** Opening THE RECORDS block **

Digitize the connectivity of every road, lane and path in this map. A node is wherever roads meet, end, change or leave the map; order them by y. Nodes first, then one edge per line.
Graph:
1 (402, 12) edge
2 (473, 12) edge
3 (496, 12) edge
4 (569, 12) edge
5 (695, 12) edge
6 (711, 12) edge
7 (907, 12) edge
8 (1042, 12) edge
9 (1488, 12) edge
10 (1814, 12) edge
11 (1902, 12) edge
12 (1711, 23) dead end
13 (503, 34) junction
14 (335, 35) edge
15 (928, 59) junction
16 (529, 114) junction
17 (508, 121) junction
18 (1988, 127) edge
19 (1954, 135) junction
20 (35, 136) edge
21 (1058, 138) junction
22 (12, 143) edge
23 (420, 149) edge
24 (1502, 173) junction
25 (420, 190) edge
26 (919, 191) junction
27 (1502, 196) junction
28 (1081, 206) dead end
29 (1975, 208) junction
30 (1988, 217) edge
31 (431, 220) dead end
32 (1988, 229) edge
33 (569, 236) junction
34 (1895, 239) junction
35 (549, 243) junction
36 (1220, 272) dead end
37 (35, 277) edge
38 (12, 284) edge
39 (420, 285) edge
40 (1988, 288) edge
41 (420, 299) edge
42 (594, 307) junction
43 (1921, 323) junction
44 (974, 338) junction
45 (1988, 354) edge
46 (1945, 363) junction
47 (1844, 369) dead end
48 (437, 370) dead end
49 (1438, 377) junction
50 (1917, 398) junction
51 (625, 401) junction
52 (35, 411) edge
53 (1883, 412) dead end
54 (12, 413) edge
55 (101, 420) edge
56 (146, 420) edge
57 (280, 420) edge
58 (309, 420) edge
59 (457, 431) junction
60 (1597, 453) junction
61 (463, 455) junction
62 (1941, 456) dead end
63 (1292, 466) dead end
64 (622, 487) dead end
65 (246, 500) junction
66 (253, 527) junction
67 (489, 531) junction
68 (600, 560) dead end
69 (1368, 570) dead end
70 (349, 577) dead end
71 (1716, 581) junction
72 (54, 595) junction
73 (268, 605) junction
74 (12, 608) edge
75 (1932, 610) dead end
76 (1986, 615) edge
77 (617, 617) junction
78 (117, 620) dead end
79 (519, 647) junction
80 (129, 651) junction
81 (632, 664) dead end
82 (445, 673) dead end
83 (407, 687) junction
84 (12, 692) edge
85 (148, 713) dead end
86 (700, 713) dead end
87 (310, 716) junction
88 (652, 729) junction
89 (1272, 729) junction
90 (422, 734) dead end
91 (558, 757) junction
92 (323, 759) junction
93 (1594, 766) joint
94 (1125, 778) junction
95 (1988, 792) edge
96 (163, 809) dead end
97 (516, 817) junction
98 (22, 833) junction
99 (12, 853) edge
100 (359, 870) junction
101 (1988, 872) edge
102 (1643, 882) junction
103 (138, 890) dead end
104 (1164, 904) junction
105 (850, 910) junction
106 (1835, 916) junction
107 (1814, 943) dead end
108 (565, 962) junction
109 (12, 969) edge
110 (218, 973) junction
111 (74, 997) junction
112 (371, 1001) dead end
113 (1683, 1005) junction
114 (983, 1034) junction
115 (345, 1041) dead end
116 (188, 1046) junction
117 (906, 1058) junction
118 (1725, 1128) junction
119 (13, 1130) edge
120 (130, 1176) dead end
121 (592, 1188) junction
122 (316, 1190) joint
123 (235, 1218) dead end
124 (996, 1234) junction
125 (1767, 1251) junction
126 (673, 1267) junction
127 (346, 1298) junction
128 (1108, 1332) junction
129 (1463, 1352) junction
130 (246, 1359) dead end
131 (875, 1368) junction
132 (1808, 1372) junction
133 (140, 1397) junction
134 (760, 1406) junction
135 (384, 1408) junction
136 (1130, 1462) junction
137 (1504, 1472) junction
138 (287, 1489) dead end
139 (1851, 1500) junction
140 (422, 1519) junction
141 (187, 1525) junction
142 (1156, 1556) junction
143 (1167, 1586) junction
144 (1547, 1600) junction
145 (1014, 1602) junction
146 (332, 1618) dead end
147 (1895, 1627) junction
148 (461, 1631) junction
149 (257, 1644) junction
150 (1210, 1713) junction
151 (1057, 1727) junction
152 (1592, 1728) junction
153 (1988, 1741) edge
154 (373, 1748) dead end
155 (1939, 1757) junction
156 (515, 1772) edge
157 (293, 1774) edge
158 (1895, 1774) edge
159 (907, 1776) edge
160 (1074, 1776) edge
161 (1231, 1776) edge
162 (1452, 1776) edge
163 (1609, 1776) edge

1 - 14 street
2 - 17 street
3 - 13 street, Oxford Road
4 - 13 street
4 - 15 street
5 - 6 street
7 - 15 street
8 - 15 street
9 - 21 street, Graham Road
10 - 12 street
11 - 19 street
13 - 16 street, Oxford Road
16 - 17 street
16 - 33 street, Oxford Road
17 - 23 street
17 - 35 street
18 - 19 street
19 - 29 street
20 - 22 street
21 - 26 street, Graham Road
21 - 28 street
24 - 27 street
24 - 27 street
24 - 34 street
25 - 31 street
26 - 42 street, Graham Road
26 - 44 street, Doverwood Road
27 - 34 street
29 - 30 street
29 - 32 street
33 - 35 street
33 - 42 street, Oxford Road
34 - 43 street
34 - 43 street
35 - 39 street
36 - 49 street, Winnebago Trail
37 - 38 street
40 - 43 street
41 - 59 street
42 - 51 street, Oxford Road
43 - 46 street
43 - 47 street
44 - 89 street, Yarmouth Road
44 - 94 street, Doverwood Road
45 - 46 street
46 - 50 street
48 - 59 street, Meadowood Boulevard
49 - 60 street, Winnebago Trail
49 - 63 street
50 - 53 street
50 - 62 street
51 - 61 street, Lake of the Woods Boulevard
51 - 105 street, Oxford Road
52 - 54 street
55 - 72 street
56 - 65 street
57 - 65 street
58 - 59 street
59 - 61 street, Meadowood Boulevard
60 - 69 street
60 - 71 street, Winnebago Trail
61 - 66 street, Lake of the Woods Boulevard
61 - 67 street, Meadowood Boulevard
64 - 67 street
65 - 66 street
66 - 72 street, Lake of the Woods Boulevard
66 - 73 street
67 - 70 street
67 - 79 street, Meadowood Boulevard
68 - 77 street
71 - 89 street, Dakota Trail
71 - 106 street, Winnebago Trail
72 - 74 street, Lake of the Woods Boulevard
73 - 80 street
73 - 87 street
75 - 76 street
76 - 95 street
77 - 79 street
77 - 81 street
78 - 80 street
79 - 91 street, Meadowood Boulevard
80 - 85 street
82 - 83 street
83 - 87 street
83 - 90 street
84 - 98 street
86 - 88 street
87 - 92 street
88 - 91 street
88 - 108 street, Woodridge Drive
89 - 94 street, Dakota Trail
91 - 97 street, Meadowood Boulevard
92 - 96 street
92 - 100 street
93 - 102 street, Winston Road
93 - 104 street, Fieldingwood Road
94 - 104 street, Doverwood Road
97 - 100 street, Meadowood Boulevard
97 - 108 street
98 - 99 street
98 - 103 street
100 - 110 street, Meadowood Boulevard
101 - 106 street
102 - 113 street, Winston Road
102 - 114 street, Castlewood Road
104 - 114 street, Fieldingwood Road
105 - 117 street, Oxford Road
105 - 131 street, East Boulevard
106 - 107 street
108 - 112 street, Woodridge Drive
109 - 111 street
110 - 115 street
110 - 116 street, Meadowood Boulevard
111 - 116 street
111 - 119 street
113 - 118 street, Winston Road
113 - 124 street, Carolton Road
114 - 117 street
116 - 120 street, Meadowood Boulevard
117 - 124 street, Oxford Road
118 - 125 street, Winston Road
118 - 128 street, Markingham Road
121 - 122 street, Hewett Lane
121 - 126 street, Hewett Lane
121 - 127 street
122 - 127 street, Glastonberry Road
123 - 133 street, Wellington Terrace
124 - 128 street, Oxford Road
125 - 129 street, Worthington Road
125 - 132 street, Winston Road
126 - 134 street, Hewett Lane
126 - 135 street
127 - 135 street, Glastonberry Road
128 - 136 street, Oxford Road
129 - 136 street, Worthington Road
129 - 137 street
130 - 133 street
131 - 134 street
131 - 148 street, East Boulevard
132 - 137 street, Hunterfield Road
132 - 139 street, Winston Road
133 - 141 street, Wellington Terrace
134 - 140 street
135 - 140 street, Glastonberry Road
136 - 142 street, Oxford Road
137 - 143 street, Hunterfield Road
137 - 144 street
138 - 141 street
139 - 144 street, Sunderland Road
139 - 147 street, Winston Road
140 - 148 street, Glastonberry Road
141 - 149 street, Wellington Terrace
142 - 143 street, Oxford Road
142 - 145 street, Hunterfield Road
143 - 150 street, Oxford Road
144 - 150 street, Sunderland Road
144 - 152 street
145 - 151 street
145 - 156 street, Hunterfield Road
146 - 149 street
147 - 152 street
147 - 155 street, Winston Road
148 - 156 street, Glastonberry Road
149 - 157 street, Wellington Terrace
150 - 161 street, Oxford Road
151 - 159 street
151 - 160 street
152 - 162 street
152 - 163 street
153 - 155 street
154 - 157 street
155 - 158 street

** Closing THE RECORDS block **

• **TASK BRIEF**
Where a line of the records includes "Meadowood", copy it.

• **TASK RESULT**
48 - 59 street, Meadowood Boulevard
59 - 61 street, Meadowood Boulevard
61 - 67 street, Meadowood Boulevard
67 - 79 street, Meadowood Boulevard
79 - 91 street, Meadowood Boulevard
91 - 97 street, Meadowood Boulevard
97 - 100 street, Meadowood Boulevard
100 - 110 street, Meadowood Boulevard
110 - 116 street, Meadowood Boulevard
116 - 120 street, Meadowood Boulevard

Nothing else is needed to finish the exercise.